**Task directions:**
Look below for the line that contains "pinky mcp: (353, 433)", then copy it and each following line exactly, through and including the line that contains "ring pip: (805, 366)".

**Given records:**
________________________

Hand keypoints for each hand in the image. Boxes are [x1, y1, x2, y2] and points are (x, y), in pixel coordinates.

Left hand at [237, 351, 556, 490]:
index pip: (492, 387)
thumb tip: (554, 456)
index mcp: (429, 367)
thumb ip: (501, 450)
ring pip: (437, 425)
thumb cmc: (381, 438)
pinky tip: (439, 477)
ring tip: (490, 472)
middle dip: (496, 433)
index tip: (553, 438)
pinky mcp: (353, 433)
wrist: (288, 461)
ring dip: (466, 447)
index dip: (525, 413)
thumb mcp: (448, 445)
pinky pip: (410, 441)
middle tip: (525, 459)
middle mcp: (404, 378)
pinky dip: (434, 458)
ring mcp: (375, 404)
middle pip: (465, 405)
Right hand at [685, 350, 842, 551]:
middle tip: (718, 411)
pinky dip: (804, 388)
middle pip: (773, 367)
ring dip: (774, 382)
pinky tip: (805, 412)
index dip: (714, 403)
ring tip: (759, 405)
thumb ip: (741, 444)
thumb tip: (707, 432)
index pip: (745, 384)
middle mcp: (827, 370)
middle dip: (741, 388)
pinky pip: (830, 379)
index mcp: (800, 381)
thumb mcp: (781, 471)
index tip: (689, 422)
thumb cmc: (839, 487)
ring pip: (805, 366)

________________________

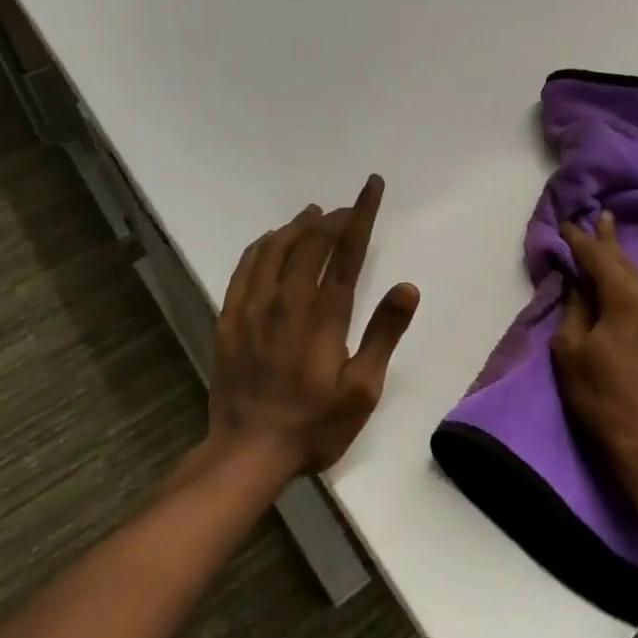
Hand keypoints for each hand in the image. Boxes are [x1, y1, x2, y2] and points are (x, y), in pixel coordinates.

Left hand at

________________________

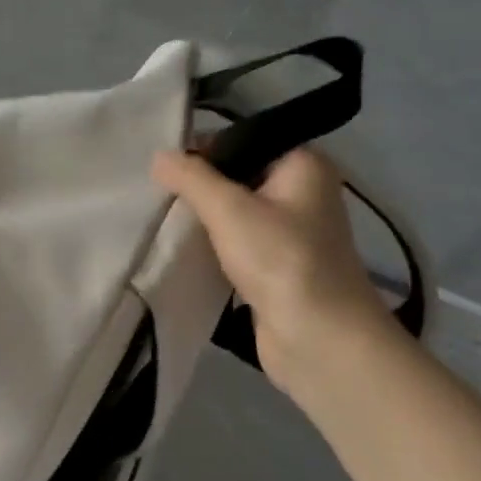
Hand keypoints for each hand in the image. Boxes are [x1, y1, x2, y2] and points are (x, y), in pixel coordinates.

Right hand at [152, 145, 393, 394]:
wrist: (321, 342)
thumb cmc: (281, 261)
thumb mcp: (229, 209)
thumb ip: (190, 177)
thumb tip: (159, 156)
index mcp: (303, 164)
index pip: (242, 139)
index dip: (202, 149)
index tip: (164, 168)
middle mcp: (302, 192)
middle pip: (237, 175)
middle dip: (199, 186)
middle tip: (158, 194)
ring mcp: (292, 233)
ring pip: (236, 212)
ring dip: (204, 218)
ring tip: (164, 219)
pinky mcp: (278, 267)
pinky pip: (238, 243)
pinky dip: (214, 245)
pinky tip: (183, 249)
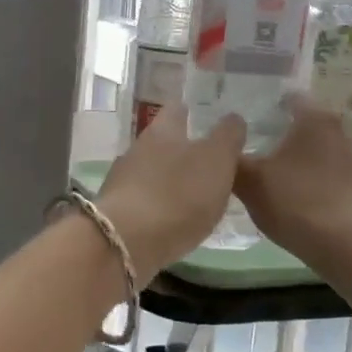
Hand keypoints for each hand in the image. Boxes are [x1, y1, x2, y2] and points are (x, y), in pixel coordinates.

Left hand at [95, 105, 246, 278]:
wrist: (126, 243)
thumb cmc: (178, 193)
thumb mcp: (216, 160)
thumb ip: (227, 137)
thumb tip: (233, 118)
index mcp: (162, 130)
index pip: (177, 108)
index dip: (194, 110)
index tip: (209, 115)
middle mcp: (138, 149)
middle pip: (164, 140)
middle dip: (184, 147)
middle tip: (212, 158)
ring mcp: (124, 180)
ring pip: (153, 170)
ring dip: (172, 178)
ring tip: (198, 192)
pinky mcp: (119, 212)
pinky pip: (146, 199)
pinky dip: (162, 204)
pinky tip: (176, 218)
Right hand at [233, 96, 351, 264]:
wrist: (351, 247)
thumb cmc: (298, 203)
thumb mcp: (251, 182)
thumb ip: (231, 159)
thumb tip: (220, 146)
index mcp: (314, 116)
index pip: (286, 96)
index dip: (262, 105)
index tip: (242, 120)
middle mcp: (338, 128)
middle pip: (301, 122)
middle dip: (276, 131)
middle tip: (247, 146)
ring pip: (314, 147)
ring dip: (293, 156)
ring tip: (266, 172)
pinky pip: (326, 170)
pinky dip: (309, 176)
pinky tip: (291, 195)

________________________

**Task output:**
pinky mcp: (353, 433)
wrist: (288, 461)
ring dip: (466, 447)
index dip: (525, 413)
thumb mcp: (448, 445)
pinky pip: (410, 441)
middle tip: (525, 459)
middle mcp: (404, 378)
pinky dip: (434, 458)
ring mcp: (375, 404)
middle pip: (465, 405)
Right hand at [685, 350, 842, 551]:
middle tip: (718, 411)
pinky dip: (804, 388)
middle pip: (773, 367)
ring dip: (774, 382)
pinky tip: (805, 412)
index dip: (714, 403)
ring tip: (759, 405)
thumb ip: (741, 444)
thumb tip: (707, 432)
index pip: (745, 384)
middle mcp: (827, 370)
middle dip: (741, 388)
pinky pip: (830, 379)
index mcp: (800, 381)
thumb mcp: (781, 471)
index tip: (689, 422)
thumb cmc: (839, 487)
ring pip: (805, 366)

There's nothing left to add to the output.